# What may you need to know about me.



## GhostHost999 (Sep 27, 2008)

This Blog, has some other purposes than just accomplishing the title. With this, I'm not trying to make myself egoscentrist, or anything else. Just trying to share experiences. I have loved halloween, since I was really young. I was never afraid of monsters or ghosts, just attracted to them. I loved to draw pumpkins in my notebooks when I was in 1st grade, and loved to go to walmart in Halloween time to buy the typicall Halloween paper decorations. I remember when I was small, there where no props and less mechanical props. It was all about the costume. I enjoyed this day even more with the years, that when I was in third grade, I made my first Halloween Party with a Haunted House. It was a total success. I made the same friends that had assisted to the party to be the "stars" of the Haunted House. I had a small backyard. and I usually made those things there, since it already was creepy enough. 

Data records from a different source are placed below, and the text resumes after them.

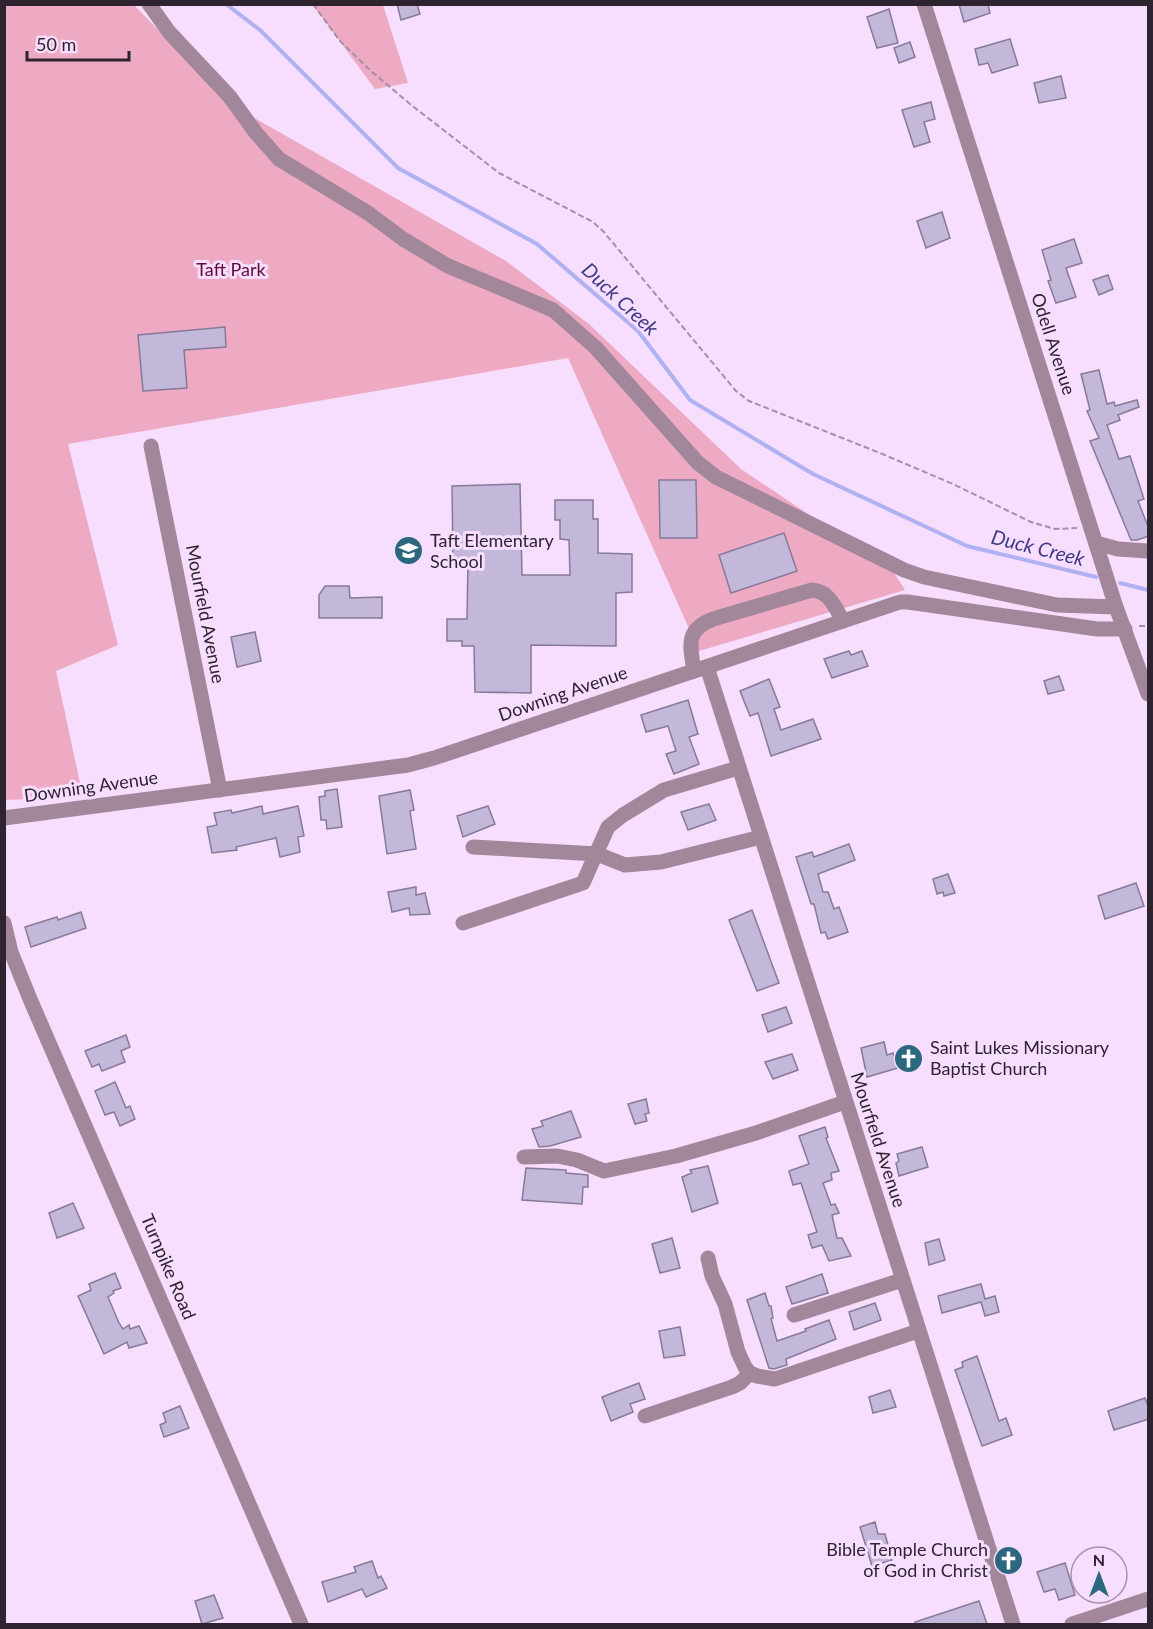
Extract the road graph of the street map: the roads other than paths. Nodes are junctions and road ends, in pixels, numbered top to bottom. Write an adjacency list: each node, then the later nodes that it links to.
1 (150, 4): 6 (street)
2 (924, 4): 4 (street, Odell Avenue)
3 (151, 446): 12 (street, Mourfield Avenue)
4 (1096, 543): 5 (street); 6 (street, Odell Avenue)
5 (1149, 551)
6 (1116, 607): 8 (street, Odell Avenue)
7 (843, 621): 8 (street, Downing Avenue); 9 (street, Downing Avenue); 9 (street, Mourfield Avenue)
8 (1125, 629): 10 (street, Odell Avenue)
9 (700, 669): 11 (street, Mourfield Avenue); 12 (street, Downing Avenue)
10 (1149, 694)
11 (738, 768): 14 (street, Mourfield Avenue); 16 (street)
12 (220, 790): 13 (street, Downing Avenue)
13 (4, 818)
14 (761, 837): 16 (street); 19 (street, Mourfield Avenue)
15 (473, 847): 16 (street)
16 (597, 854): 18 (street)
17 (4, 923): 28 (street, Turnpike Road)
18 (463, 923)
19 (845, 1102): 20 (street); 22 (street, Mourfield Avenue)
20 (524, 1157)
21 (708, 1258): 25 (street)
22 (902, 1280): 23 (street); 24 (street, Mourfield Avenue)
23 (794, 1315)
24 (918, 1331): 25 (street); 29 (street, Mourfield Avenue)
25 (750, 1373): 26 (street)
26 (645, 1416)
27 (1149, 1599): 30 (street)
28 (301, 1624)
29 (1013, 1624)
30 (1072, 1624)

I got many of my inspiration to my Haunted Houses and exhibitions, form Disney's Haunted Mansion. It was and is an awesome and extremely creative ride for me. That way of doing everything in a "strange" but still victorian way, was, I think, I little beginning for that "Tim Burton" style. 

Last year I had joined the Halloween Forum. It was recomended to me by alucard8888 a great friend I think. I met him since I wanted to see some Donna the dead videos. Anyway, I have always wanted to make such elaborate props such as the ones I see here, but I live in Mexico, so getting the stuff you use is difficult here, since Haunt Industry is not as good here as in U.S.A. I introduced "Trick or treating" and Halloween decorating to my neighborhood. The only one selling local Halloween stuff in the city is walmart. But I have to wait every year till we go in September or October, to go to U.S.A. and marvel myself with what you, the ones living there, have in your local stores. I remember, as a child, staying hours in Party city, seeing all the Halloween stuff, and buying some of it. I remember Target's Jack o' Laterns, (which are not sold in Mexico) and many other fun stuff. 

Suddenly, one day, there it came. Spirit Halloween store. The store I wished for. I daydreamed that some day I would do props such as the ones in the Haunted Mansion, Ghosts, a bride, talking skelletons, haunted Gargoyles, haunted Busts, changing portraits, etc. It all suddenly came and was created, for the common Halloween shopper. And now, I can make my dreams come true. My imagination now has somewhere to base on. So this year, I was thinking, I have a gemmy witch and many ghosts, some portraits I painted(10, which I always put in a Hallway) and some busts, and some tombstones, and a great Dr. Phobic costume, so what should this year be about? I wanted the Beheaded Bride, so then the solution would be a wedding, but then, I saw the pirate. Gemmy's pirate. and so, I said, will the pirate marry her? what about the witch? then there will be no dungeon for her. So then, I had an Idea, that hit me in my head. why don't a do a theme for each one? but under what concept? a haunted "wax" museum? a chamber of horrors? a museum of the "wierd"? Better! a " Museum of the wierdest Horrors" where the witch will be in its dungeon exhibition, the pirate in its haunted "dead man's cove" the hallway of possesed portraits and busts, that will lead you into the graveyard exhibit, where a wedding is being held, between a stranded beheaded Bride, and some lustful ghoul. Excellent. 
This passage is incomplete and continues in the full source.